Of 22, 17 lived & 4 Died in Infancy. Plus Me
Christy Brown came from a large, Irish Catholic family where not every child made it out of childhood. His father was a Dublin bricklayer and his mother never knew how to give up.
In my mind, Christy Brown is actually Daniel Day-Lewis - who played the writer in the 1989 film and video version of My Left Foot - the biography of a sensitive Irish boy who is born with cerebral palsy and learns to write with his foot.
"It was mother who first saw that there was something wrong with me. I was about four months old at the time. She noticed that my head had a habit of falling backwards whenever she tried to feed me… Almost every doctor who saw and examined me, labeled me a very interesting but also hopeless case."
This biography is as much about the fierce, inextinguishable love of a poor, working class Irish mother as it is about the life of her artist and writer son. No matter what his future would hold, she had decided that he would be treated the same as all her other children. But at 5 years old, Christy could not speak or even mumble, he could not sit up by himself let alone walk or crawl. " I was a queer. crooked little fellow."
But along with his mother, Christy Brown was also a fighter. He stuns the family one day by seizing a stick of chalk with his left foot and scribbling on the slate. A life commenced.
Christy would go on to forge a career as a writer. He lived to the age of 49 and died in 1981, an ongoing inspiration and a disturbing biography; a biography inspired.
If This Is a Man
Primo Levi was an Italian Jew who, in 1947, wrote about his 20 months in a Nazi concentration camp. He died in 1987 - possibly from suicide. Is there an inspirational biography in any of that?
The American title of Levi's biography is "Survival in Auschwitz" - and there is little there to suggest hope or salvation. The original title is "If this is a Man", a more apt title that suggests the author's purpose a little more clearly: In the terrible conditions of Auschwitz, were men still men?
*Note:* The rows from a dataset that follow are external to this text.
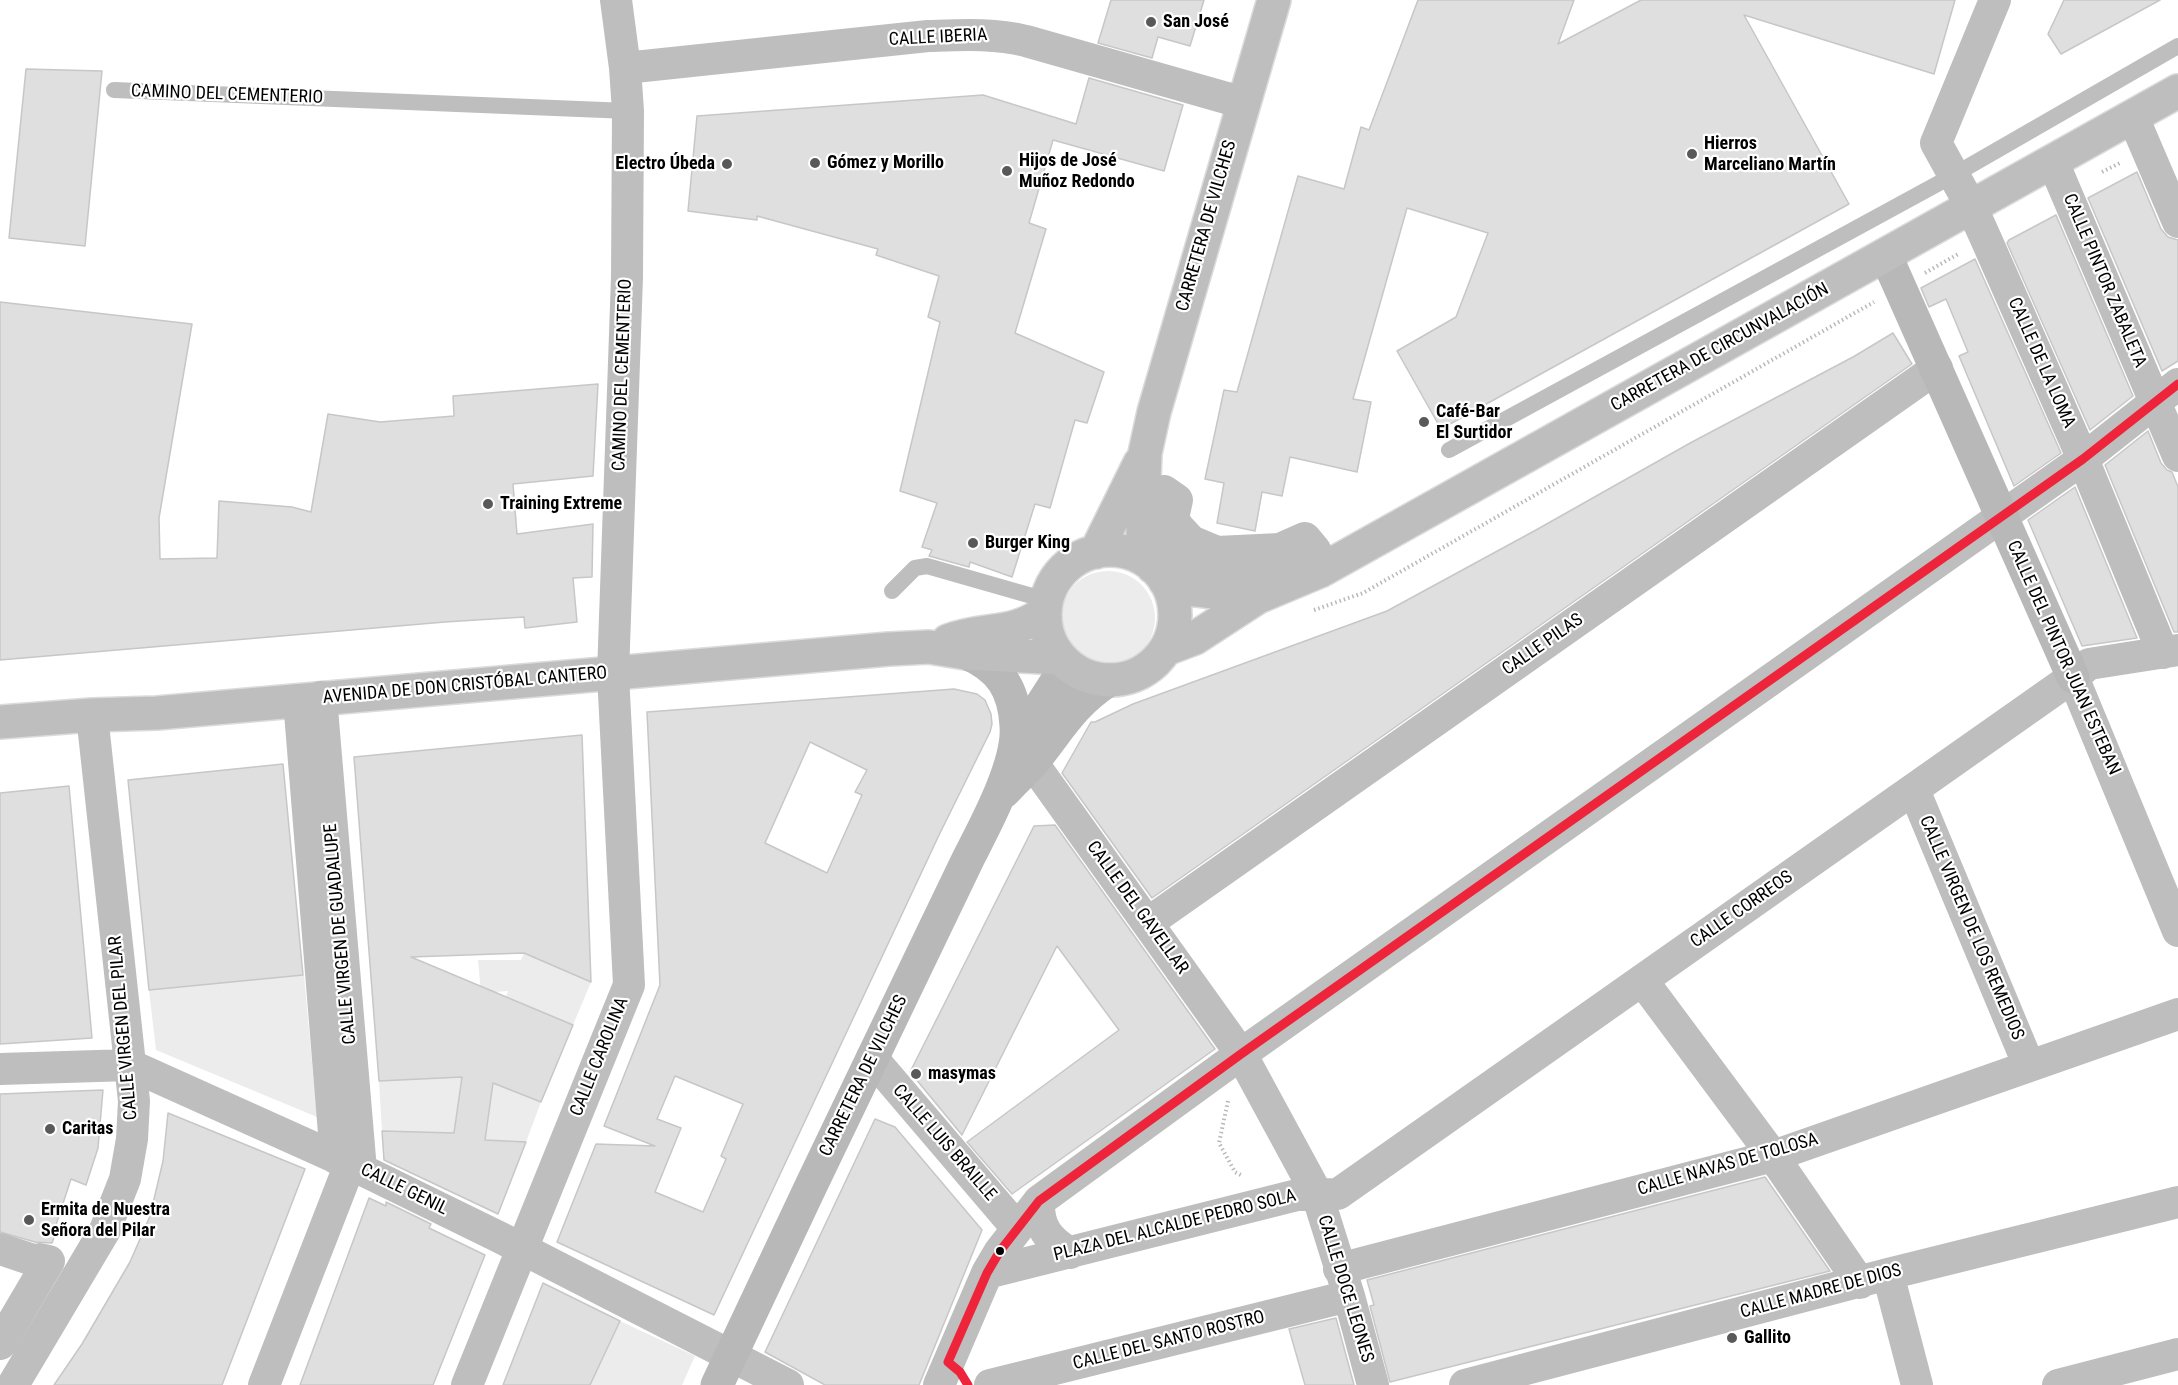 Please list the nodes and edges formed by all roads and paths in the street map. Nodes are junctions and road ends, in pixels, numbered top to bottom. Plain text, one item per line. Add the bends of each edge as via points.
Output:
1 (616, 0) edge
2 (1274, 0) edge
3 (1995, 0) edge
4 (2178, 46) edge
5 (625, 68) junction
6 (114, 90) dead end
7 (2178, 91) edge
8 (1244, 103) junction
9 (628, 111) junction
10 (2133, 117) junction
11 (2053, 162) junction
12 (1952, 176) junction
13 (1972, 208) junction
14 (2178, 222) edge
15 (1886, 256) junction
16 (1937, 368) junction
17 (2167, 392) edge
18 (1449, 450) dead end
19 (1144, 453) junction
20 (2178, 456) edge
21 (2083, 459) junction
22 (2001, 517) junction
23 (1305, 538) joint
24 (1096, 552) junction
25 (1159, 574) junction
26 (891, 591) dead end
27 (1258, 597) junction
28 (1046, 606) junction
29 (929, 647) junction
30 (1166, 649) junction
31 (2171, 652) edge
32 (966, 653) junction
33 (1064, 661) junction
34 (613, 674) junction
35 (2073, 677) junction
36 (1109, 680) junction
37 (310, 699) junction
38 (92, 715) junction
39 (0, 722) edge
40 (1023, 754) junction
41 (1914, 789) junction
42 (1149, 922) junction
43 (2178, 931) edge
44 (1642, 980) junction
45 (2178, 1014) edge
46 (1241, 1054) junction
47 (872, 1058) junction
48 (130, 1065) junction
49 (2029, 1066) junction
50 (0, 1069) edge
51 (1230, 1095) junction
52 (1773, 1156) junction
53 (349, 1164) junction
54 (1272, 1191) junction
55 (1317, 1194) junction
56 (1038, 1201) junction
57 (2178, 1202) edge
58 (1017, 1228) junction
59 (0, 1249) edge
60 (521, 1249) junction
61 (1070, 1252) junction
62 (987, 1274) junction
63 (1874, 1279) junction
64 (1344, 1283) junction
65 (0, 1344) edge
66 (2178, 1354) edge
67 (731, 1355) junction
68 (952, 1377) edge
69 (13, 1385) edge
70 (264, 1385) edge
71 (467, 1385) edge
72 (717, 1385) edge
73 (788, 1385) edge
74 (990, 1385) edge
75 (1373, 1385) edge
76 (1466, 1385) edge
77 (1917, 1385) edge
78 (2058, 1385) edge

1 - 5 street, CAMINO DEL CEMENTERIO
2 - 8 main road, CARRETERA DE VILCHES
3 - 12 street, CALLE DE LA LOMA via 1936,143
4 - 12 lane
5 - 8 street, CALLE IBERIA via 928,36 994,35
5 - 9 street, CAMINO DEL CEMENTERIO
6 - 9 lane, CAMINO DEL CEMENTERIO
7 - 10 main road, CARRETERA DE CIRCUNVALACIÓN
8 - 19 main road, CARRETERA DE VILCHES
9 - 34 street, CAMINO DEL CEMENTERIO
10 - 11 main road, CARRETERA DE CIRCUNVALACIÓN
10 - 14 street
11 - 13 main road, CARRETERA DE CIRCUNVALACIÓN
11 - 17 street, CALLE PINTOR ZABALETA
12 - 13 street, CALLE DE LA LOMA
12 - 18 lane
13 - 15 main road, CARRETERA DE CIRCUNVALACIÓN
13 - 21 street, CALLE DE LA LOMA
15 - 16 street, CALLE DEL PINTOR JUAN ESTEBAN
15 - 27 main road, CARRETERA DE CIRCUNVALACIÓN via 1320,571
16 - 22 street, CALLE DEL PINTOR JUAN ESTEBAN
16 - 42 street, CALLE PILAS
17 - 20 street, CALLE PINTOR ZABALETA
17 - 21 street
19 - 24 main road, CARRETERA DE VILCHES
19 - 25 main road, CARRETERA DE VILCHES via 1143,536
21 - 22 street
21 - 31 street, CALLE DE LA LOMA
22 - 35 street, CALLE DEL PINTOR JUAN ESTEBAN
22 - 46 street
23 - 23 street via 1280,549 1217,552 1191,541 1178,527 1173,518 1177,500 1164,491 1158,525 1160,542 1174,564 1187,571 1216,577 1246,574 1315,550
24 - 25 main road via 1124,552 1141,558
24 - 28 main road via 1064,569 1053,583
25 - 27 main road, CARRETERA DE CIRCUNVALACIÓN via 1188,589
25 - 30 main road via 1172,595 1175,609 1174,628
26 - 28 lane via 915,568 927,566
27 - 30 main road, CARRETERA DE CIRCUNVALACIÓN via 1195,638
28 - 29 main road, AVENIDA DE DON CRISTÓBAL CANTERO via 1031,622 1017,628 962,636
28 - 33 main road via 1048,637
29 - 32 main road, AVENIDA DE DON CRISTÓBAL CANTERO
29 - 34 main road, AVENIDA DE DON CRISTÓBAL CANTERO
30 - 36 main road via 1139,674
31 - 35 street, CALLE CORREOS via 2089,664
32 - 33 main road, AVENIDA DE DON CRISTÓBAL CANTERO
32 - 40 street via 984,661 1006,685
33 - 36 main road via 1082,674
33 - 40 street, CARRETERA DE VILCHES
34 - 37 main road, AVENIDA DE DON CRISTÓBAL CANTERO
34 - 60 street, CALLE CAROLINA via 629,985
35 - 41 street, CALLE CORREOS
35 - 43 street, CALLE DEL PINTOR JUAN ESTEBAN
36 - 40 street, CARRETERA DE VILCHES
37 - 38 main road, AVENIDA DE DON CRISTÓBAL CANTERO
37 - 53 street, CALLE VIRGEN DE GUADALUPE
38 - 39 main road, AVENIDA DE DON CRISTÓBAL CANTERO
38 - 48 street, CALLE VIRGEN DEL PILAR
40 - 42 street, CALLE DEL GAVELLAR
40 - 47 street, CARRETERA DE VILCHES
41 - 44 street, CALLE CORREOS
41 - 49 street, CALLE VIRGEN DE LOS REMEDIOS
42 - 46 street, CALLE DEL GAVELLAR
44 - 52 street
44 - 55 street, CALLE CORREOS via 1338,1194
45 - 49 street, CALLE NAVAS DE TOLOSA
46 - 55 street, PLAZA DEL ALCALDE PEDRO SOLA
46 - 56 street
47 - 58 street, CALLE LUIS BRAILLE
47 - 67 street, CARRETERA DE VILCHES
48 - 50 street, CALLE GENIL
48 - 53 street, CALLE GENIL
48 - 69 street, CALLE VIRGEN DEL PILAR via 134,1101 124,1179 105,1230
49 - 52 street, CALLE NAVAS DE TOLOSA
51 - 54 street via 1249,1105 1284,1166 1281,1180
51 - 54 path via 1219,1143 1235,1172
51 - 54 street via 1206,1098 1059,1198 1056,1220 1081,1239
52 - 63 street
52 - 64 street, CALLE NAVAS DE TOLOSA
53 - 60 street, CALLE GENIL
53 - 70 street, CALLE VIRGEN DE GUADALUPE
55 - 61 street, PLAZA DEL ALCALDE PEDRO SOLA via 1297,1194
55 - 64 street, CALLE DOCE LEONES
56 - 58 street
56 - 61 street via 1038,1216 1045,1231 1055,1244
57 - 63 street, CALLE MADRE DE DIOS
58 - 62 street
59 - 65 street via 39,1262 50,1261
60 - 67 street, CALLE GENIL
60 - 71 street, CALLE CAROLINA
61 - 62 street, PLAZA DEL ALCALDE PEDRO SOLA
62 - 68 street
63 - 76 street, CALLE MADRE DE DIOS
63 - 77 street
64 - 74 street, CALLE DEL SANTO ROSTRO
64 - 75 street, CALLE DOCE LEONES
66 - 78 street
67 - 72 street, CARRETERA DE VILCHES
67 - 73 street, CALLE GENIL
The holocaust experience is a shadow that haunts the world and forever will. And the specific events of Primo Levi's book are as inhumane and as chilling as can scarcely be imagined.
But as the story concludes, with liberation by the Russians getting closer, it turns out that men can still be "men" (in the higher sense of the word). Levi and two of his friends, knowing the Russians are drawing close, try to save as many inmates as possible. And while the rules of the camp prisoners had formerly been "eat your own bread and, if you can, the bread of your neighbor", the men begin to share again.
Primo Levi did become depressed later in life. And he may have ended his own life at the age of 66. But his very survival, and his life after - no less than his "If this is a Man" biography - stand as proof that there is hope and survival, and even humanity, in the face of unmitigated evil. It is telling that Levi opens his story with gallows humor:
"It was my good fortune to be deported to Auschwitz only in 1955, that is after the German government had decided, owing to the growing scarcity of labour, to lengthen the average life span of the prisoners destined for elimination…"
And it was our good fortune that Primo Levi survived to live and to show that there could be life even after an event as terrible as the Holocaust.
Hope For Our YouTube Generation
Each of these three disturbing biographies has inspired hope in their millions of readers; they have confirmed a belief that, despite all the slings and arrows, life is still worth the candle.
These worthwhile stories, classics of literature all, are very much like the story of armless painist Liu Wei who is inspiring the same hope and confirming the same belief in the YouTube Generation (not all of whom are readers after all).